UNITED NATIONS, Sept 25(AP): The head of the United Nations warned gathered leaders Tuesday that impunity, inequality and uncertainty are driving modern civilization toward "a powder keg that risks engulfing the world" - the latest clarion call from Antonio Guterres that the global situation is becoming intolerable and unsustainable.
"We can't go on like this," the secretary-general said in an alarming state-of-the-world address as he opened the annual high-level gathering of the U.N.'s 193 member nations.
He said the world is in "an era of epic transformation" and facing challenges never seen before, with geopolitical divisions deepening, the planet heating and wars raging in the Middle East, Ukraine, Sudan and elsewhere with no clue how they will end.
"We are edging towards the unimaginable - a powder keg that risks engulfing the world," Guterres told presidents, prime ministers and ministers in the vast General Assembly hall.

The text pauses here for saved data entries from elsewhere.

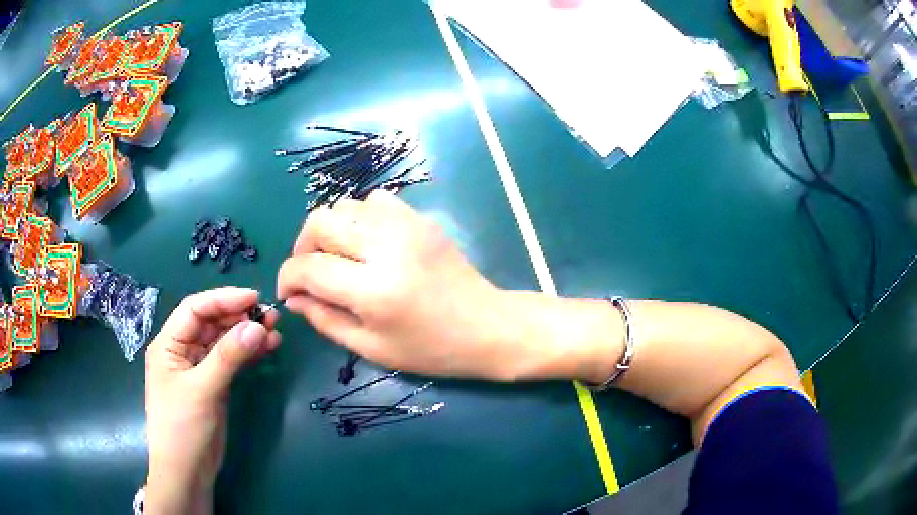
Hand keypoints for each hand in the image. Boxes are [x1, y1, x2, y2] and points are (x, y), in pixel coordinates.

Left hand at [144, 287, 279, 514]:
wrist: (186, 472)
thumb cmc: (183, 428)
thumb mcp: (203, 390)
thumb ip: (229, 357)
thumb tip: (258, 326)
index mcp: (168, 344)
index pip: (195, 309)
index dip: (223, 300)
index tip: (255, 298)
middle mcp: (182, 351)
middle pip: (211, 323)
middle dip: (239, 316)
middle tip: (271, 317)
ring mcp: (198, 369)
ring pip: (223, 341)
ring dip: (246, 335)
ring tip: (275, 331)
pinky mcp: (213, 385)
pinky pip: (231, 361)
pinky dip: (248, 354)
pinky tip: (267, 349)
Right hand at [277, 190, 521, 379]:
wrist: (486, 326)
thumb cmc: (430, 349)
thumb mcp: (372, 348)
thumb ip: (325, 319)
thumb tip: (293, 297)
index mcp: (373, 290)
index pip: (308, 267)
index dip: (287, 278)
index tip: (288, 292)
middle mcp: (386, 247)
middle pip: (319, 222)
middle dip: (302, 247)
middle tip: (310, 273)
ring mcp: (406, 225)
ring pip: (344, 205)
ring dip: (330, 231)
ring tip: (338, 258)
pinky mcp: (420, 218)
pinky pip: (374, 200)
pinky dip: (359, 217)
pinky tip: (367, 243)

But he stopped short of saying hope was gone. "The challenges we face," he said, "are solvable."
Guterres wasn't the only one worried about the state of the world. "I cannot recall a time of greater peril than this," said King Abdullah II of Jordan.
Guterres called the situation in Gaza "a nonstop nightmare that threatens to take the entire region with it." He said escalating air attacks across the Israel-Lebanon border have put Lebanon "at the brink." In Ukraine, he said, there is no sign of an end to the war that followed Russia's February 2022 invasion. In Sudan, he said, "a brutal power struggle has unleashed horrific violence," including widespread rape, and a "humanitarian catastrophe is unfolding as famine spreads."
The U.N. chief also pointed to "appalling levels of violence and human suffering" from Myanmar and Congo to Haiti, Yemen and beyond, and the expanding terrorist threat in Africa's Sahel region. He said the Summit of the Future that preceded Tuesday's start of the assembly's nearly weeklong "General Debate," was a first step. "But we have a long way to go."
At the two-day summit, the world's nations adopted a "Pact for the Future." It's a blueprint for starting to address challenges from tackling climate change and poverty to putting guardrails on artificial intelligence.